Cours acteurs du concile réception et périodisation dans le cas de Cuba, tutoriel & guide de travaux pratiques en pdf.
Réception et périodisation dans le cas de Cuba
Finalement, avant de poursuivre avec l’analyse de la réception du concile Vatican II à Cuba, nous voulons préciser les concepts que nous avons utilisés dans notre recherche. Que comprenons-nous par réception? Quelle périodisation assumons-nous pour développer notre recherche? Et, dans notre thèse, qui sont les acteurs de la réception de Vatican II dans le contexte cubain ?
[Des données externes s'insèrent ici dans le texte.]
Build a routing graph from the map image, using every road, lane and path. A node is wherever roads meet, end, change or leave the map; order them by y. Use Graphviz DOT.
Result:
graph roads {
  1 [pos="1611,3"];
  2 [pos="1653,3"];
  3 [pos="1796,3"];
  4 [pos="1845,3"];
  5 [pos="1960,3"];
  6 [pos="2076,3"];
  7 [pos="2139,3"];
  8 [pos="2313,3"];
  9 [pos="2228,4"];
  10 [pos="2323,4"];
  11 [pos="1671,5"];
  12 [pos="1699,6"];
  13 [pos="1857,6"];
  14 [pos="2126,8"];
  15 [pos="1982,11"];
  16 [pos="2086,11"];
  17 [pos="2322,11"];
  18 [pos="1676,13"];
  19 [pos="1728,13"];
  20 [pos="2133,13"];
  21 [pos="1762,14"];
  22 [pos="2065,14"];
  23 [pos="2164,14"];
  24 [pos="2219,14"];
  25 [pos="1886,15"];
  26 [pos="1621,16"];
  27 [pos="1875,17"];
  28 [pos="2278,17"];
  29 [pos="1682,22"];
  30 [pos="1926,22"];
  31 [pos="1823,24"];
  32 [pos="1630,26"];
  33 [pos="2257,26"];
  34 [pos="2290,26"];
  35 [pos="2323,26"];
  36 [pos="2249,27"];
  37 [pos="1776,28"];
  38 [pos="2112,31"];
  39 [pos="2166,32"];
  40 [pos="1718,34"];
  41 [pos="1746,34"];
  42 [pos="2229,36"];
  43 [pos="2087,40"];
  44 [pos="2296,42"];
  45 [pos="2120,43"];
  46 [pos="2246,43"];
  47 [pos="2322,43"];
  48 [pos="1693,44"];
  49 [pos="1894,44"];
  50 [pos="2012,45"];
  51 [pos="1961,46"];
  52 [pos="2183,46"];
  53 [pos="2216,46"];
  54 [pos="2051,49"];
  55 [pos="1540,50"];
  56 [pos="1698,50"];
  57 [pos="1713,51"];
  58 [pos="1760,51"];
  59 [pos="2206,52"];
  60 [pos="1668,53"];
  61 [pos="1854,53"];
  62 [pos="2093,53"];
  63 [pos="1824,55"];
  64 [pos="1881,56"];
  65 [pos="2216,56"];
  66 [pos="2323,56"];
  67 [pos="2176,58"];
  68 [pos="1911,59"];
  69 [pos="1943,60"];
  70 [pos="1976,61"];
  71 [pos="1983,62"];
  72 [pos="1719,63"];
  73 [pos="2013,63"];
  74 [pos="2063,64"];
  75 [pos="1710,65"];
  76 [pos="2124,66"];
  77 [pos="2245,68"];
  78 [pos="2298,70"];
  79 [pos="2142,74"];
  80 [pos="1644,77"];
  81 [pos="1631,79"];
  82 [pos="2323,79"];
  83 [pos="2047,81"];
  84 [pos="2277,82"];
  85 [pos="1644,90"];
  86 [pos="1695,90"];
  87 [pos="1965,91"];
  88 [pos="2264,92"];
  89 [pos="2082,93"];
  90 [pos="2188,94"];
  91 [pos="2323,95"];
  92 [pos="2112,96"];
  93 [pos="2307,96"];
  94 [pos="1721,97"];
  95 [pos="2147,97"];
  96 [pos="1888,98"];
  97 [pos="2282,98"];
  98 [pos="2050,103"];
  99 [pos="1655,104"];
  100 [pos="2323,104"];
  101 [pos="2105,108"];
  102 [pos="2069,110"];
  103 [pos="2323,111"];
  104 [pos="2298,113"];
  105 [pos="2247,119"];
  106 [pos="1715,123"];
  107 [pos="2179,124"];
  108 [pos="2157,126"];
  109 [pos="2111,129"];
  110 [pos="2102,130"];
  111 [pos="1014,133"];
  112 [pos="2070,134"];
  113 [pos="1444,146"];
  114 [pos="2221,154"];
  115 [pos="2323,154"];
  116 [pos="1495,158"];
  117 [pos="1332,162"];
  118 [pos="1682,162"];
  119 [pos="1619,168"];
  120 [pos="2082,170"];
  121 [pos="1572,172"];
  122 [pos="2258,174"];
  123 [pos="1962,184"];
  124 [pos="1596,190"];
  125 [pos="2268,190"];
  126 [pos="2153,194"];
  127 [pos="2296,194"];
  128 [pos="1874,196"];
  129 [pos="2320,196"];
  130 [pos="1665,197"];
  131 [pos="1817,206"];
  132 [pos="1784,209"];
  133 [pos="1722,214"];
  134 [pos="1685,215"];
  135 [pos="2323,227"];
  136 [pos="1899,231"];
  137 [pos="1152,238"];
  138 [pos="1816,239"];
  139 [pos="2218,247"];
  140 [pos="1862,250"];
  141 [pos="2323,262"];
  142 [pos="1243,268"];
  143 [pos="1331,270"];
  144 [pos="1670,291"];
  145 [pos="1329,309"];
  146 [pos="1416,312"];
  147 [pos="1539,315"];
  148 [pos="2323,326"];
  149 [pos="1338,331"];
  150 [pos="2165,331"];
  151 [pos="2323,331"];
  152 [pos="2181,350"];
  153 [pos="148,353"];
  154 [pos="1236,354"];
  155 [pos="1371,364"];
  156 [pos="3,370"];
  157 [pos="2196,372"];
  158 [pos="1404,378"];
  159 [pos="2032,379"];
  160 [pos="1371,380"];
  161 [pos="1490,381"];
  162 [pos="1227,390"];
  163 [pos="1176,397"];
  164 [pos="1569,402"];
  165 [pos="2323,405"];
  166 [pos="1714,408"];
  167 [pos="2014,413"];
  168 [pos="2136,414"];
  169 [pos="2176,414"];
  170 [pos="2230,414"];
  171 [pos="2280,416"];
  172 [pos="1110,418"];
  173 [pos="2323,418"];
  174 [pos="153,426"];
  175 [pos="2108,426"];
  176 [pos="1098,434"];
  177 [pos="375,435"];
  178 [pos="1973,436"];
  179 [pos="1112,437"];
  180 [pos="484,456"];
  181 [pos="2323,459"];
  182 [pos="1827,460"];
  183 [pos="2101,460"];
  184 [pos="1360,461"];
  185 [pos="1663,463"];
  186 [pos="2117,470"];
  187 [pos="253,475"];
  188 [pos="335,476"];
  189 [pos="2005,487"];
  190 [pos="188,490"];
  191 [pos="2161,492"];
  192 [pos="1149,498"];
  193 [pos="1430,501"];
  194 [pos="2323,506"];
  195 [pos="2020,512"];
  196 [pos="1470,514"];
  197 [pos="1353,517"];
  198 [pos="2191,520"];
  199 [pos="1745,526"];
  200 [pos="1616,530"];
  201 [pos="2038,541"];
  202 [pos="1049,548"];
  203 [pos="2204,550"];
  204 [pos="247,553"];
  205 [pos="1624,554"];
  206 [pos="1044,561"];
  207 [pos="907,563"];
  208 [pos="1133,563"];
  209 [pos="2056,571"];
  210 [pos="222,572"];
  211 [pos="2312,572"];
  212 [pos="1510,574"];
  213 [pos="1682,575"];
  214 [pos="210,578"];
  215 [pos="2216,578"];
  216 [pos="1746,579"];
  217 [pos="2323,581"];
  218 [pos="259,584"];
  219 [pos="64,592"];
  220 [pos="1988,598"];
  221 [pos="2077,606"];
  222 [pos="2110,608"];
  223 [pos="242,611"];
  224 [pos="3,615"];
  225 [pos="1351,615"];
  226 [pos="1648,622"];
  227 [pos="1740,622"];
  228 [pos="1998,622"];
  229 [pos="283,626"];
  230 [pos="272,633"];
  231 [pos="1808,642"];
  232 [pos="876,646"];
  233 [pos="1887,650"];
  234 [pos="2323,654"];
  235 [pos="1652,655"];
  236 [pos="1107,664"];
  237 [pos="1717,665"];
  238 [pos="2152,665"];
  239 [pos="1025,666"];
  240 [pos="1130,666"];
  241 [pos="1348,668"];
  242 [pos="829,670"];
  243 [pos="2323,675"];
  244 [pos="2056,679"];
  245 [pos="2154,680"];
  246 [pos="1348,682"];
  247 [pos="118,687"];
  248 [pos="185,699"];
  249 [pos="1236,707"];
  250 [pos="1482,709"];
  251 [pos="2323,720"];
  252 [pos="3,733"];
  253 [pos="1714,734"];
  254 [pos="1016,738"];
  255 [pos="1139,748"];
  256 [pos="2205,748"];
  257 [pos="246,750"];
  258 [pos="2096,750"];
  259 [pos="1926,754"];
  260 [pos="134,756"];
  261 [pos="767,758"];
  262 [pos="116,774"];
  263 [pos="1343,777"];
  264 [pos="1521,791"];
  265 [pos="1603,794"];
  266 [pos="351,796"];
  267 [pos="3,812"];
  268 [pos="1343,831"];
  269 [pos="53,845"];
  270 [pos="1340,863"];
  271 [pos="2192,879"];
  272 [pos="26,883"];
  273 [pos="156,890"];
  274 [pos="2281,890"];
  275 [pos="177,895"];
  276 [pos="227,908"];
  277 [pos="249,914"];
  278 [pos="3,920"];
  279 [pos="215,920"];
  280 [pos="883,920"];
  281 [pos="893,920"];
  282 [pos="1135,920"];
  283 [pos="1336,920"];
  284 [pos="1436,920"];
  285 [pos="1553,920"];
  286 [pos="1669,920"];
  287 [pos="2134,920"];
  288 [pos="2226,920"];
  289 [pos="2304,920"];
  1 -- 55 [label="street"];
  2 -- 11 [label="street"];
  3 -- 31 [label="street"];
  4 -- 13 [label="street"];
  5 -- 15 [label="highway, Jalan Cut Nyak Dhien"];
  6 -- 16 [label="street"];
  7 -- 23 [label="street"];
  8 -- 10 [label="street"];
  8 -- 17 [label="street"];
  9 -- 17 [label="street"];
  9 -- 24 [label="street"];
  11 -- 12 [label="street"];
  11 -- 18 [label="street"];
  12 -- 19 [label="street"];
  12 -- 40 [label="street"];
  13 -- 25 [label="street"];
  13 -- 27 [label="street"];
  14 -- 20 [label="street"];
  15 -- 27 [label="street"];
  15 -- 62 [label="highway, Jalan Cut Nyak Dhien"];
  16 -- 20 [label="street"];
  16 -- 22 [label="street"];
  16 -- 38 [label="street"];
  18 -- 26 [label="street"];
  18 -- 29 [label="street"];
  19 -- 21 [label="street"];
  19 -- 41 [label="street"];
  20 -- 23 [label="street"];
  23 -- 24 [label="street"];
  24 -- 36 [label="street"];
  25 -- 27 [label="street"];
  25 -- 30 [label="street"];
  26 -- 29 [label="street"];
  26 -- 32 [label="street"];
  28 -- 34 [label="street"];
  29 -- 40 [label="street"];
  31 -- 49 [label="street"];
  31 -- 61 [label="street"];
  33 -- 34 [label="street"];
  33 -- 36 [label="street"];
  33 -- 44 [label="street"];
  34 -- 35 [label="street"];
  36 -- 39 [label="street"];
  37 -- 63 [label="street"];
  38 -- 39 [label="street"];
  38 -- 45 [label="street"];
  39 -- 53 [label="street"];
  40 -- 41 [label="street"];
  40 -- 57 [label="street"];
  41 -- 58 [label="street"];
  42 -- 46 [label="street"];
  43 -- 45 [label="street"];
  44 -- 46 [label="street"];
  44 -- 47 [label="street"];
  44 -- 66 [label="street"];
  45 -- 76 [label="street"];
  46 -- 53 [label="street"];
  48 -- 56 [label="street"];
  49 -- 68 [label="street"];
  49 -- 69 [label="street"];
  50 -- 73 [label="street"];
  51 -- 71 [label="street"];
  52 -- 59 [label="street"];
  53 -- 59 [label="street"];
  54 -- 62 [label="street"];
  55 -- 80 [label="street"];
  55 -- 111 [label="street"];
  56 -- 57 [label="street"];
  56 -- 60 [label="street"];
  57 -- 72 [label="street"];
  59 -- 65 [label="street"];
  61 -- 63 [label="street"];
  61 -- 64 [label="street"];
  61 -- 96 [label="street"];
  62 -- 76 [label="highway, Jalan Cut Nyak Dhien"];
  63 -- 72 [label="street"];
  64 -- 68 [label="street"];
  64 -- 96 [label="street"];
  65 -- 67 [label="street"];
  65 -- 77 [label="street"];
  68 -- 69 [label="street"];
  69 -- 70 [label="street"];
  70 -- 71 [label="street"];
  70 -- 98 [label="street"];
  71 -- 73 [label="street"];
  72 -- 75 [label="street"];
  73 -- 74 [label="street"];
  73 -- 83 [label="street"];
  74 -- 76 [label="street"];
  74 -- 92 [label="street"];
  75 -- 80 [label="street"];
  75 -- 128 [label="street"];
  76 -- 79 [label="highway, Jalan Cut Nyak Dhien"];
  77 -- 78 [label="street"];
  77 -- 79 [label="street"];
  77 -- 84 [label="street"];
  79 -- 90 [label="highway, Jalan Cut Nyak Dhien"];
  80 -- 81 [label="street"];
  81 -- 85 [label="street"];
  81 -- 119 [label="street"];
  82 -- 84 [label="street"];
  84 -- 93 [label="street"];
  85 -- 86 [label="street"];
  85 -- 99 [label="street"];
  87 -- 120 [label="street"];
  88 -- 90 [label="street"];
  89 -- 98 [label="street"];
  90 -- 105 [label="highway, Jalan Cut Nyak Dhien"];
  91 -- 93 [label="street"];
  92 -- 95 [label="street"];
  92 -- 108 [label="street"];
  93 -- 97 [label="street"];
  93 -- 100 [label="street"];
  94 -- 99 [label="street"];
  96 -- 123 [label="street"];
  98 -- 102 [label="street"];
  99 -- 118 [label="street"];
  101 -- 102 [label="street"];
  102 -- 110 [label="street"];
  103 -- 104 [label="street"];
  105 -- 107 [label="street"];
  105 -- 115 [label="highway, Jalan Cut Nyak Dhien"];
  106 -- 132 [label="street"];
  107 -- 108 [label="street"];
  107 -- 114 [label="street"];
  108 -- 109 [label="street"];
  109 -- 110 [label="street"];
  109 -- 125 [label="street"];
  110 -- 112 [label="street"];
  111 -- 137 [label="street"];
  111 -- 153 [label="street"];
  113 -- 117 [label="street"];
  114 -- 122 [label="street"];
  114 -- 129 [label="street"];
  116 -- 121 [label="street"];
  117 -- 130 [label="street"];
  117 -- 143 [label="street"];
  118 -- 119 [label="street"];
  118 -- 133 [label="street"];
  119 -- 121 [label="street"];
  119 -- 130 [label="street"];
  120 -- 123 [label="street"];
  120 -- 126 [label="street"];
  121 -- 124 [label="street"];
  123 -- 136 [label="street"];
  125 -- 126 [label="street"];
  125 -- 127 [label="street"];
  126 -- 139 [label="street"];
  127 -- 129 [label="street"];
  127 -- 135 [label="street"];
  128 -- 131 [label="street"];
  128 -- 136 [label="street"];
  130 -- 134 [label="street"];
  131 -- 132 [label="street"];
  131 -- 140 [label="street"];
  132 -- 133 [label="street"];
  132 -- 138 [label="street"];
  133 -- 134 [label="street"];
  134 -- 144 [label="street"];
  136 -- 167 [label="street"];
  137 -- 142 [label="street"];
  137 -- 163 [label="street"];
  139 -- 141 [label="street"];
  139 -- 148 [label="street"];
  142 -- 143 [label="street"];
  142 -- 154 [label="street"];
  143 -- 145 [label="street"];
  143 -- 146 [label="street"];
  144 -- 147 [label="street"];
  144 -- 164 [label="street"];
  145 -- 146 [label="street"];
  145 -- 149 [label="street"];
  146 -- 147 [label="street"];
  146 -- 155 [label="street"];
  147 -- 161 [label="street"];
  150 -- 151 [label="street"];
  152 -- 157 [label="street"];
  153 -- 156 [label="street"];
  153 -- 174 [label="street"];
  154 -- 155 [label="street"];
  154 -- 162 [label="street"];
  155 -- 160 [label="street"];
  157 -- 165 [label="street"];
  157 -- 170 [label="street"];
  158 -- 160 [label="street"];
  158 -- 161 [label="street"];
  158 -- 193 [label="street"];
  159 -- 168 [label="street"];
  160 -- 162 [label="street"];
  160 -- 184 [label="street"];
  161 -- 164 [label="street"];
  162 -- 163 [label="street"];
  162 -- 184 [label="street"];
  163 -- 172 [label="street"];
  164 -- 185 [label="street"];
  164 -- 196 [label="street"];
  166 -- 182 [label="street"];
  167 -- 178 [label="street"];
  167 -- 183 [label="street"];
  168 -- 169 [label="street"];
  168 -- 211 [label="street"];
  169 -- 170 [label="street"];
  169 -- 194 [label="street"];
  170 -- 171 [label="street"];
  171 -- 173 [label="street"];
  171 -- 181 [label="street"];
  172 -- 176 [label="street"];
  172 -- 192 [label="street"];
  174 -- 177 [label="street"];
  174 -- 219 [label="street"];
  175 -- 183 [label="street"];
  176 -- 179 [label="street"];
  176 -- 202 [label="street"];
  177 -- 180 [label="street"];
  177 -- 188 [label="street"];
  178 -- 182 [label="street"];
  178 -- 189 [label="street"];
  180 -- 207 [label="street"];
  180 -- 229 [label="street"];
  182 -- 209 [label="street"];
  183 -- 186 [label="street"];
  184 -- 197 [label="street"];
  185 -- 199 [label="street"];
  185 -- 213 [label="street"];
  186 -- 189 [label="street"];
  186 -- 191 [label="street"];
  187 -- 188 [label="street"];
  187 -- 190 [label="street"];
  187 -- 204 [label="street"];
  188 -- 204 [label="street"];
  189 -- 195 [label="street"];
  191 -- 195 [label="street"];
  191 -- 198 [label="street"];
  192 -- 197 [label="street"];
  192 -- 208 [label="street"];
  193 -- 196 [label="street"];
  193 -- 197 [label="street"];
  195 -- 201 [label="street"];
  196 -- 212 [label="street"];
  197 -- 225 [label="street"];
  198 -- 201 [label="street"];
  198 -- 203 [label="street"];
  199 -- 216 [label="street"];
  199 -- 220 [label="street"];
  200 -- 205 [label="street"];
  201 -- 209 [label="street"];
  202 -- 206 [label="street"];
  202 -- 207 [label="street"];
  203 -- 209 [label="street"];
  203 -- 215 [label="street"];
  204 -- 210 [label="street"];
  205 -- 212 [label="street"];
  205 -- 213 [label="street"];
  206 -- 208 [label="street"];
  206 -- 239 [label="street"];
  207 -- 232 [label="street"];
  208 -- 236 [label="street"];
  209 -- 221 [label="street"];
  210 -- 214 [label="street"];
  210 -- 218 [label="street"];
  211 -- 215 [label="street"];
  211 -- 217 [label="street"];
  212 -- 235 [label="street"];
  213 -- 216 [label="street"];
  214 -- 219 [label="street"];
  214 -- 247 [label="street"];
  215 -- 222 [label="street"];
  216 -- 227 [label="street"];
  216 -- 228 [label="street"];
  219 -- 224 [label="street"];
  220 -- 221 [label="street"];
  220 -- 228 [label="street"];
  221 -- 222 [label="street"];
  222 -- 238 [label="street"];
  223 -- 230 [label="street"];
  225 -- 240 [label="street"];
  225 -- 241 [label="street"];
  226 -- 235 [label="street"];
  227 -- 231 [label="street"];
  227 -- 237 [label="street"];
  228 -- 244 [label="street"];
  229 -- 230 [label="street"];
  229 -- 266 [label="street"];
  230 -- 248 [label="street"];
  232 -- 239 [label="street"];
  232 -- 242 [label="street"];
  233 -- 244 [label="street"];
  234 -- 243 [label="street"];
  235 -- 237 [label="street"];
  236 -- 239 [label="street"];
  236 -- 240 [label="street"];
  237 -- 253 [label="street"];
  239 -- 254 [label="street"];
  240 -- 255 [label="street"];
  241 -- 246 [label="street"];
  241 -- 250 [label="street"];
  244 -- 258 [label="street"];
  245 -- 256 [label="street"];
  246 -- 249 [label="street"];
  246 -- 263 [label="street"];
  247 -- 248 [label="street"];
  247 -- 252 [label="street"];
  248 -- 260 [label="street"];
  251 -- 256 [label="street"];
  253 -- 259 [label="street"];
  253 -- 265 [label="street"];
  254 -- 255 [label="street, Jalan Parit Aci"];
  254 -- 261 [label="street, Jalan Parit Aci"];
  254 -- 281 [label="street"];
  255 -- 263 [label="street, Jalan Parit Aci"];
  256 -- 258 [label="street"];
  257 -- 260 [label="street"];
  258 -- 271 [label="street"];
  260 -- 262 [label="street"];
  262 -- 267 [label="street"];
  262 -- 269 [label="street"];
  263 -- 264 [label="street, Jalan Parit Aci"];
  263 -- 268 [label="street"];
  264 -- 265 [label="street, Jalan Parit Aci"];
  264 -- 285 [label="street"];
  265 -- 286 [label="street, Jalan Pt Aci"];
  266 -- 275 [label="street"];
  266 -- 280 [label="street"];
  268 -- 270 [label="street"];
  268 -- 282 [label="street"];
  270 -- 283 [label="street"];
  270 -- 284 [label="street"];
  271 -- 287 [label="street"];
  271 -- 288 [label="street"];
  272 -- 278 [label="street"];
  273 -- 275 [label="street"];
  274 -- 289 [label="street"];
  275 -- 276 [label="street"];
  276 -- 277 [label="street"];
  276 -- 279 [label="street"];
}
Si les concepts de réception énoncés ci-haut et développés par certains auteurs latino-américain apportent des éléments significatifs, nous assumons le concept exposé par le professeur Gilles Routhier dans l’ouvrage « La réception d’un concile 462». Selon lui, la réception est « un processus spirituel par lequel les décisions proposées par un concile sont accueillies et assimilées dans la vie d’une Église locale et deviennent pour celle-ci une vivante expression de la foi apostolique 463». Or, la réception d’un concile est un processus qui s’étend dans la durée, par conséquent il n’est pas homogène, dans son intérieur il y a certaines étapes. Ici, une première question sera, quel critère devons-nous suivre pour déterminer les frontières de chaque période de la réception? Pouvons-nous assumer une périodisation acceptable pour tous les contextes comme celui développé par le professeur Silva?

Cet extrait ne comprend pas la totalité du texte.